Alfred Hitchcock Presents: Breakdown (1955)
Season 1, Episode 7
7/10
"I'm not going to break down."
12 July 2021
Warning: Spoilers
Hitchcock liked to interject a moral or lesson into his stories, and this episode is a good example. William Callew (Joseph Cotten) is a callous businessman who in the opening scene, fires an employee over the phone, and proceeds to chastise the man for getting so emotional over it. His friend Ed (Raymond Bailey) tries to point out how the man must be feeling, but the advice is disregarded. Thereafter, on the way home, a serious automobile accident pins Callew behind the steering wheel of his car, and for all intents and purposes, leaves him paralyzed. The remainder of the segment offers Callew's thoughts and observations as first, a trio of convicts loot his car, and a subsequent pair at least have the humanity to free him from the vehicle's restraints.
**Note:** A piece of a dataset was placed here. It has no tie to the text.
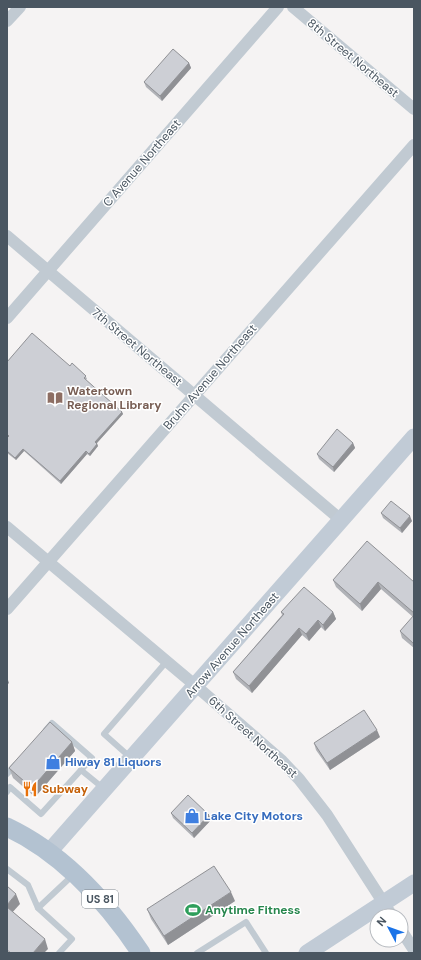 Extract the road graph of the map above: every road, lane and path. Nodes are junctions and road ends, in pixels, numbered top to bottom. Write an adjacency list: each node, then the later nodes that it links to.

When finally rescued by authorities, he's brought to the city morgue where the inevitable awaits, unless he can show some signs of life in his paralyzed body. I don't think you can equate William Callew's reaction quite as obviously to the man he fired, for whom other options would have remained. Breaking down in tears would have been almost an involuntary reaction to the prospect of being buried alive, and Cotten's character sells it well. It remains doubtful however as the story ends, that Callew would ever escape his rigid immobility, thereby condemning him to a fate perhaps, worse than death.